- Description of the task
Within these entries, which lines include the string "paths"? Copy each one.

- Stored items
»»

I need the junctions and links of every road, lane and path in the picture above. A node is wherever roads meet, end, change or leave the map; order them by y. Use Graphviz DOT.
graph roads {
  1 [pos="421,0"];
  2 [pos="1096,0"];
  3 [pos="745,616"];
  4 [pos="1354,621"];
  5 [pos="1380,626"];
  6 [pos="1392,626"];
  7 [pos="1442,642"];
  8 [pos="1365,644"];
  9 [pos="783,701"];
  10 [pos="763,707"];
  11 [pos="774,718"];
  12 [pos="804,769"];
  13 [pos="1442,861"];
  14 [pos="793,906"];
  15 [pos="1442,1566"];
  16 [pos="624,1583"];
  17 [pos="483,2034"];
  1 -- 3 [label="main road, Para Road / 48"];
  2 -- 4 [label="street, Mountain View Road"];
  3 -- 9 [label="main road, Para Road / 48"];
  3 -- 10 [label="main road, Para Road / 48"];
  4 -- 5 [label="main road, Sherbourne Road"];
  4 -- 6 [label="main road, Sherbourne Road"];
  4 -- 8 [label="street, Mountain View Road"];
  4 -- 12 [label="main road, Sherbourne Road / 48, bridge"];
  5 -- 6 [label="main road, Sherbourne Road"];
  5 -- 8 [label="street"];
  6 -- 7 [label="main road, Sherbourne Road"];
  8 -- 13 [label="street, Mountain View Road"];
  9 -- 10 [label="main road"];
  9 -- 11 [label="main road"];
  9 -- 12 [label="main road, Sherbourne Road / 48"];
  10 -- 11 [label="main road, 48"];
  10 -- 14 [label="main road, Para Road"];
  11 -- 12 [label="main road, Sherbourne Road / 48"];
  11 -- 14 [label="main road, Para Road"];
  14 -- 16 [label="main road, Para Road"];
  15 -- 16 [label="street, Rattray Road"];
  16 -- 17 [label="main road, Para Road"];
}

««
»»

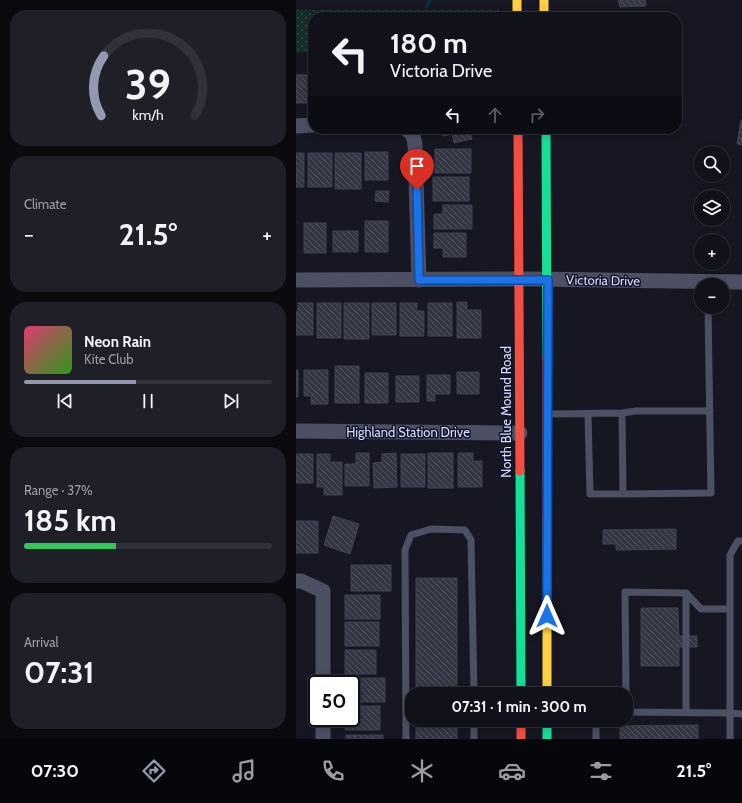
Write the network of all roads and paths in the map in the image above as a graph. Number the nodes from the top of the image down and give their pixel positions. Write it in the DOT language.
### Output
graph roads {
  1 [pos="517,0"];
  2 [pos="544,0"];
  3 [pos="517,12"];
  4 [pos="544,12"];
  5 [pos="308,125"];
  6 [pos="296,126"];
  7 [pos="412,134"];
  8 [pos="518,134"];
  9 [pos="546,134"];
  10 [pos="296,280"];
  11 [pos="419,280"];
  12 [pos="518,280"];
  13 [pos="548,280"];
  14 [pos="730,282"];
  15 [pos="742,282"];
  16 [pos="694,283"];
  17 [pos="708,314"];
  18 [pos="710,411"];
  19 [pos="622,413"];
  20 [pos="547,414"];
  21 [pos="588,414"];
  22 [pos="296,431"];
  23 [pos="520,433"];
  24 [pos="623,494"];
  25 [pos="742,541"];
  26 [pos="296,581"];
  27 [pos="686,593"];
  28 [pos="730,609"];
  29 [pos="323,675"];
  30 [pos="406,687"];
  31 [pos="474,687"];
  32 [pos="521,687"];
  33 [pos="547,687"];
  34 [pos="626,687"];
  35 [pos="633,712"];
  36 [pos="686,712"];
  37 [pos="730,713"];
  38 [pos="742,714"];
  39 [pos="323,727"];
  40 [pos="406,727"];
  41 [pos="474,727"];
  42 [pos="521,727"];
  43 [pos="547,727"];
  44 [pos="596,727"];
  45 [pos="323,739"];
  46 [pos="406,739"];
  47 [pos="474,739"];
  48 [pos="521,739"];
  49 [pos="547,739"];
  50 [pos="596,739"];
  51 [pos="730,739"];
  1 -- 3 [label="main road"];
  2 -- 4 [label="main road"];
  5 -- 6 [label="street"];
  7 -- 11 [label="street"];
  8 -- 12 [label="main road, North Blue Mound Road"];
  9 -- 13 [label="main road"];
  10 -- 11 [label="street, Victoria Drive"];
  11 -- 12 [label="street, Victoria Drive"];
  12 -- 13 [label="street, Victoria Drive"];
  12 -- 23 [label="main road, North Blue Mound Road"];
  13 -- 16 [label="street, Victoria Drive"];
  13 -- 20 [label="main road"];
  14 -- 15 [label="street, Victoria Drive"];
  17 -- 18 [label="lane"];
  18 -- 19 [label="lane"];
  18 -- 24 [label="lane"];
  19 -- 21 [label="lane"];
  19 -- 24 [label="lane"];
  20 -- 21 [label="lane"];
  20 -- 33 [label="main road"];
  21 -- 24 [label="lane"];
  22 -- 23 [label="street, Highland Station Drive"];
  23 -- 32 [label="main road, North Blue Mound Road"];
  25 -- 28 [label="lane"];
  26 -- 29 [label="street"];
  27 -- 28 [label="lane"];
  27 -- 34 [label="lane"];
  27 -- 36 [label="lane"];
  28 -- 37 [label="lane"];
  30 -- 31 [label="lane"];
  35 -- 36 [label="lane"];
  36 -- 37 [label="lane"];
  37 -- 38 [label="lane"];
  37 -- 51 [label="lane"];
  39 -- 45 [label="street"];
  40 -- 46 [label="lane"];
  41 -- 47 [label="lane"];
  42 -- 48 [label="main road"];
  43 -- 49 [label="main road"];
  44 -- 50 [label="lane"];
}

««
»»

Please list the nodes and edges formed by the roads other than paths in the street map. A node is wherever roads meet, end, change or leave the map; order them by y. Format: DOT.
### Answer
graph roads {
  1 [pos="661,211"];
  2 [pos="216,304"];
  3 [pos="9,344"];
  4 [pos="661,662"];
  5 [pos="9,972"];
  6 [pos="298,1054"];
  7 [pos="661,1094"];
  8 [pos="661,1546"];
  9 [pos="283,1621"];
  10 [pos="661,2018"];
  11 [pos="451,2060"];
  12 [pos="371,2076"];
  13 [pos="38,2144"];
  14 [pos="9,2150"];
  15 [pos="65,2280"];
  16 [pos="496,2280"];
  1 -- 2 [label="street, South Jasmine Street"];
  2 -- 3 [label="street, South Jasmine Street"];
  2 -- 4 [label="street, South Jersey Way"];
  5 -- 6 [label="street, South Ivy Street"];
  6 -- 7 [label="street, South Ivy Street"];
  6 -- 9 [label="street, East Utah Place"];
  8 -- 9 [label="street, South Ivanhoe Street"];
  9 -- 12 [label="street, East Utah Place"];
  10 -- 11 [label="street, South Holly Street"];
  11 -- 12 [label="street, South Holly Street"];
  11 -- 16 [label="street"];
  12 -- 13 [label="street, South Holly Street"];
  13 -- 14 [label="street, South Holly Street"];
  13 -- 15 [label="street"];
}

««

- Exercise solution
Write the network of all roads and paths in the map in the image above as a graph. Number the nodes from the top of the image down and give their pixel positions. Write it in the DOT language.
Please list the nodes and edges formed by the roads other than paths in the street map. A node is wherever roads meet, end, change or leave the map; order them by y. Format: DOT.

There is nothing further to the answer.